Exercise materials –
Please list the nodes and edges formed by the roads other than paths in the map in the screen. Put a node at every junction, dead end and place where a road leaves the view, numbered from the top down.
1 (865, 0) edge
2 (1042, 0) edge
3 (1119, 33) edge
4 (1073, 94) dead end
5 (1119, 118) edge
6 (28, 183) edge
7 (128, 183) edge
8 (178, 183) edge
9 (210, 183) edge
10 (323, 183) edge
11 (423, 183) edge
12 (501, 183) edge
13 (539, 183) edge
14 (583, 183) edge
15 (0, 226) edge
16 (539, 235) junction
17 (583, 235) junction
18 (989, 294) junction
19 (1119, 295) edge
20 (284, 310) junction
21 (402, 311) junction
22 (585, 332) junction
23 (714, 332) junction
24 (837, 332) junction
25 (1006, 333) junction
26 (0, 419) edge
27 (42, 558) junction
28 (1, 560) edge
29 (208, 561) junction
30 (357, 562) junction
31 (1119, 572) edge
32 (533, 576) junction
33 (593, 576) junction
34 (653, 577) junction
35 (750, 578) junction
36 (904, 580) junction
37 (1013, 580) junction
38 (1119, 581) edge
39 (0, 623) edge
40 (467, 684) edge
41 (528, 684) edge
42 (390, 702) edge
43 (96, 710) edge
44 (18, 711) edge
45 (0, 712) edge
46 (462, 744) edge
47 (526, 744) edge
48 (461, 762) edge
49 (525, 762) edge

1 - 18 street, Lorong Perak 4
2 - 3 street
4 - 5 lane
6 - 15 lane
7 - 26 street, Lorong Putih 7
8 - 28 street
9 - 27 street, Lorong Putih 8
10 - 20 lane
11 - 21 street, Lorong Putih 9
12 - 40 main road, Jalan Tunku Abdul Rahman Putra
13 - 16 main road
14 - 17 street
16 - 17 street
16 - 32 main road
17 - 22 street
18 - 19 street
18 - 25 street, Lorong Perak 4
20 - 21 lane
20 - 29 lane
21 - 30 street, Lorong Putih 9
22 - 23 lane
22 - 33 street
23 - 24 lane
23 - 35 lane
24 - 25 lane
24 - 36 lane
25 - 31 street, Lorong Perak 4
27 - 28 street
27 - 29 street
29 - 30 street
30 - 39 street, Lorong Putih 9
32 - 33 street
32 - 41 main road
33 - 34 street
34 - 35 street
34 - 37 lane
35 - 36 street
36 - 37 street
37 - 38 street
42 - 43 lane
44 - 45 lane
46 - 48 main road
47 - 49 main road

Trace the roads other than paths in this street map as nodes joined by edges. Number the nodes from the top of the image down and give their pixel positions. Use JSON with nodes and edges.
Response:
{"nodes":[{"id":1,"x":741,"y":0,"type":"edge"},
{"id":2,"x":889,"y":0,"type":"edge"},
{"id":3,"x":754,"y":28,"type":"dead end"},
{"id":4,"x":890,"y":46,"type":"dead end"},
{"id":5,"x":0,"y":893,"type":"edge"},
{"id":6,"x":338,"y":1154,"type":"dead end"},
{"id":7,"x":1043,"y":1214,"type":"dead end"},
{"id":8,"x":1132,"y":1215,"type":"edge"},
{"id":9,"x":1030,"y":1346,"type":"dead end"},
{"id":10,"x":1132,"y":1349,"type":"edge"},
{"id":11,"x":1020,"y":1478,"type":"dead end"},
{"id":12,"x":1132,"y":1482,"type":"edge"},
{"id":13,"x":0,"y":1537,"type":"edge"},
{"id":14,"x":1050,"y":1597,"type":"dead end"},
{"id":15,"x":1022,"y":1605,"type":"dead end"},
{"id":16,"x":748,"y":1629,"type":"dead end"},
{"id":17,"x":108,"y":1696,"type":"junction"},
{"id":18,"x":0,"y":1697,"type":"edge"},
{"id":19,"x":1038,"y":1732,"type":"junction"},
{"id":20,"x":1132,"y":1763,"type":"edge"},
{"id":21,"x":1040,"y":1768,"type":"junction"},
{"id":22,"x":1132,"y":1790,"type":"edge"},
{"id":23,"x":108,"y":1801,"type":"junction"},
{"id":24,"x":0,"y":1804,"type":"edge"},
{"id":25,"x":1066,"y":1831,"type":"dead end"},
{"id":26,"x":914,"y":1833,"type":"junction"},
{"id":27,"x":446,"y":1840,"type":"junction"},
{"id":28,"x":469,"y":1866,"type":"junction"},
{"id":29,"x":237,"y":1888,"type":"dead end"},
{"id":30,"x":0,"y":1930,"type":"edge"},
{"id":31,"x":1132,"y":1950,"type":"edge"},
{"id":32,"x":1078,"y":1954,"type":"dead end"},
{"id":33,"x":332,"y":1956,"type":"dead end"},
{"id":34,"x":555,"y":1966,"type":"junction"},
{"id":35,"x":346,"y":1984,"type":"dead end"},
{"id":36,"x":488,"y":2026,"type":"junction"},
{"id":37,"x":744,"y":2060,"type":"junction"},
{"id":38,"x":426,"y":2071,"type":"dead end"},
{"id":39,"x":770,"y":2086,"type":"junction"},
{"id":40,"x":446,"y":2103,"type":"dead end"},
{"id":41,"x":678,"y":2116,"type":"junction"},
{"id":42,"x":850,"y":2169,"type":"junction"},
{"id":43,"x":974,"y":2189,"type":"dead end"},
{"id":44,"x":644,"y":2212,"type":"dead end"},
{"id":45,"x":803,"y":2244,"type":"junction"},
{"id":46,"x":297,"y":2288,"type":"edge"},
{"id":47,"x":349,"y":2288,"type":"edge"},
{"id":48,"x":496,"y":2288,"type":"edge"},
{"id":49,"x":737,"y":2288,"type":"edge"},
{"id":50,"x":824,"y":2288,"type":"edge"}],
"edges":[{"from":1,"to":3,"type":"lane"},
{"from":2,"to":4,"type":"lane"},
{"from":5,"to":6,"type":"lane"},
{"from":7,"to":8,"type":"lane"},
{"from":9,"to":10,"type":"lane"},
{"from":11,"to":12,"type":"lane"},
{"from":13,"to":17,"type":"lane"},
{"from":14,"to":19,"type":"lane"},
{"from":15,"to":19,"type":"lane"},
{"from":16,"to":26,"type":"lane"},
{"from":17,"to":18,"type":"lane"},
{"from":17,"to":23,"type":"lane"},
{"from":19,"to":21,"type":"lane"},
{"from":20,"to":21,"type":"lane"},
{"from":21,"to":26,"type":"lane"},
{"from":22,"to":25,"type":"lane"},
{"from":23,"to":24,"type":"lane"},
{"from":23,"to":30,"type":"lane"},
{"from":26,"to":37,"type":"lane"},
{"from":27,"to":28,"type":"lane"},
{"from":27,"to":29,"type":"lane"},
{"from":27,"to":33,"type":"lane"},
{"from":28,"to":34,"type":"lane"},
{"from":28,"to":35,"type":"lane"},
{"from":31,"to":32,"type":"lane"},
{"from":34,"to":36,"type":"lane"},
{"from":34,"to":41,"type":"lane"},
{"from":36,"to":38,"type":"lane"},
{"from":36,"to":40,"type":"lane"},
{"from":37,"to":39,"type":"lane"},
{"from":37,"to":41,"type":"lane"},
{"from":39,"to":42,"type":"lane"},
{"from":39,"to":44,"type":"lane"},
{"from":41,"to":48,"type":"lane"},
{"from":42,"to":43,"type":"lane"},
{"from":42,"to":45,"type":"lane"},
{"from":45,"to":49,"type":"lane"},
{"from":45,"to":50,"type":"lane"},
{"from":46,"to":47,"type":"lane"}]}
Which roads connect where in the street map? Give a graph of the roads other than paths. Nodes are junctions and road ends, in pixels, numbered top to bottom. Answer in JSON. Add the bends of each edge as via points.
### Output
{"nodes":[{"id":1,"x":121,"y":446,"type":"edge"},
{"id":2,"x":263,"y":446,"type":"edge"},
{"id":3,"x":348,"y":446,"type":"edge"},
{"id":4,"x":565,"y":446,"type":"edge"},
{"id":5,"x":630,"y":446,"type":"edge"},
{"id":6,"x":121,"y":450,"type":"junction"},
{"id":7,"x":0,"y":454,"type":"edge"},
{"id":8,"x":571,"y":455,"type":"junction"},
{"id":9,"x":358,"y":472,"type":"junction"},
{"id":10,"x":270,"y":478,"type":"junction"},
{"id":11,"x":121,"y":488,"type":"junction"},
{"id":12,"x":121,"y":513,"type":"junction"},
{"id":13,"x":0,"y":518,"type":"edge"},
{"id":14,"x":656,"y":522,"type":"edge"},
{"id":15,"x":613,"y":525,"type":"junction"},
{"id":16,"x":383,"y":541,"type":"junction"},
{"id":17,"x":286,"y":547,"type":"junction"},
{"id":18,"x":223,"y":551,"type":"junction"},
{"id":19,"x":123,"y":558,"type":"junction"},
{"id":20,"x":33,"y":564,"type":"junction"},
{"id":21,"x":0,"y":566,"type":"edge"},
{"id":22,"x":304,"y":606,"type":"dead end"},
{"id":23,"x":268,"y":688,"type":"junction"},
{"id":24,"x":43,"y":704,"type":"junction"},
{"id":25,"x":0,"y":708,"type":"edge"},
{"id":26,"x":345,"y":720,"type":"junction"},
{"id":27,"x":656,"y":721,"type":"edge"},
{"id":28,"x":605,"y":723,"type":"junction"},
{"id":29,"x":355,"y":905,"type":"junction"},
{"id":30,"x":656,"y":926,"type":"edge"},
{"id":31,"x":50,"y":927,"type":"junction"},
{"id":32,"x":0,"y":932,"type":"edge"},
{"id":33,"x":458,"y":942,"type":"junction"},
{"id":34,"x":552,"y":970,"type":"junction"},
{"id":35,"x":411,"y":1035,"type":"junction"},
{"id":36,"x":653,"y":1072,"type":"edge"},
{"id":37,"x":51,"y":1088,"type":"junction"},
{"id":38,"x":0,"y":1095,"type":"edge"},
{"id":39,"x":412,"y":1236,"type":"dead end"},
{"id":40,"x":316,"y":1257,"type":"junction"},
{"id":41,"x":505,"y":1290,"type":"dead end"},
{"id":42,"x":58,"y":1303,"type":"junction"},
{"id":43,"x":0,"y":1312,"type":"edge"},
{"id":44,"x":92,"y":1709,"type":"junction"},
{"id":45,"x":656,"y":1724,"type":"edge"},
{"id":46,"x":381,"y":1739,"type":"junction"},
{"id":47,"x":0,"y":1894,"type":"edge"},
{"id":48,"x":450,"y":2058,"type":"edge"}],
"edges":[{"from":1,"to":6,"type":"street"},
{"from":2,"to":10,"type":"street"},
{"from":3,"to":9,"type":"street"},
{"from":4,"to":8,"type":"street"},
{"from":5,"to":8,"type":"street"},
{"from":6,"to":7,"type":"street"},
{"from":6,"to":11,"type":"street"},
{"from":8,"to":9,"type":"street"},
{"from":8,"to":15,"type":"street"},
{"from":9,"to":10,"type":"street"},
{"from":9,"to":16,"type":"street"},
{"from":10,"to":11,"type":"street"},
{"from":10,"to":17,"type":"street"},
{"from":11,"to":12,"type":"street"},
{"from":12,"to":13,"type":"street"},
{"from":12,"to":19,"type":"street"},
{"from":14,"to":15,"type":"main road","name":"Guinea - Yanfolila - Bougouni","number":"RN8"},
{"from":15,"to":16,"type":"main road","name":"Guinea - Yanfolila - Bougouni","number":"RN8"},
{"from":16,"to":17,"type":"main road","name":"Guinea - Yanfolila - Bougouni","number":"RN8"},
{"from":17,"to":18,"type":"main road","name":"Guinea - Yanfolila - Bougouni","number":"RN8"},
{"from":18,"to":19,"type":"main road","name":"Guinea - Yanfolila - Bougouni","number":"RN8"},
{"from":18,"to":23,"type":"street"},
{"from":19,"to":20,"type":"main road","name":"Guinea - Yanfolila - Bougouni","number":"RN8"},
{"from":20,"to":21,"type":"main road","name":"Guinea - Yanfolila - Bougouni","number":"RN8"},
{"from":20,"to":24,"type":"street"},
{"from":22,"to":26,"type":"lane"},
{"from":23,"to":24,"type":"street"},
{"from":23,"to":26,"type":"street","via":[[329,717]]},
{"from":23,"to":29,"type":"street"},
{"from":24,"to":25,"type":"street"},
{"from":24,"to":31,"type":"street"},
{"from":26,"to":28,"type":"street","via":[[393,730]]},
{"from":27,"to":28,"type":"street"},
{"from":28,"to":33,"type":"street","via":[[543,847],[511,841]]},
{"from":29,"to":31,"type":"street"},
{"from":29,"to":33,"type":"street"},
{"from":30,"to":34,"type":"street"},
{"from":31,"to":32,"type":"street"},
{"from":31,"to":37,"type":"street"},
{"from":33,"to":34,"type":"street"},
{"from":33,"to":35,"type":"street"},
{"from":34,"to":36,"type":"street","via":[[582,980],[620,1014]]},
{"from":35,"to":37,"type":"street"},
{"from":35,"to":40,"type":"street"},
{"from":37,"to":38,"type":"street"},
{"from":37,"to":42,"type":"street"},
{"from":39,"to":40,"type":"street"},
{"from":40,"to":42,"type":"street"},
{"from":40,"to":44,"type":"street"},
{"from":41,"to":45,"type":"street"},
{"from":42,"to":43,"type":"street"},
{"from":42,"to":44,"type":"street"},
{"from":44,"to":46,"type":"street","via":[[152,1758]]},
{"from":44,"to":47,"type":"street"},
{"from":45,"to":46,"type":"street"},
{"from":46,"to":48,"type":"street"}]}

Task to complete – Count the lines in the data that contain the string "Perak", and give nothing but that number.

Task response – 3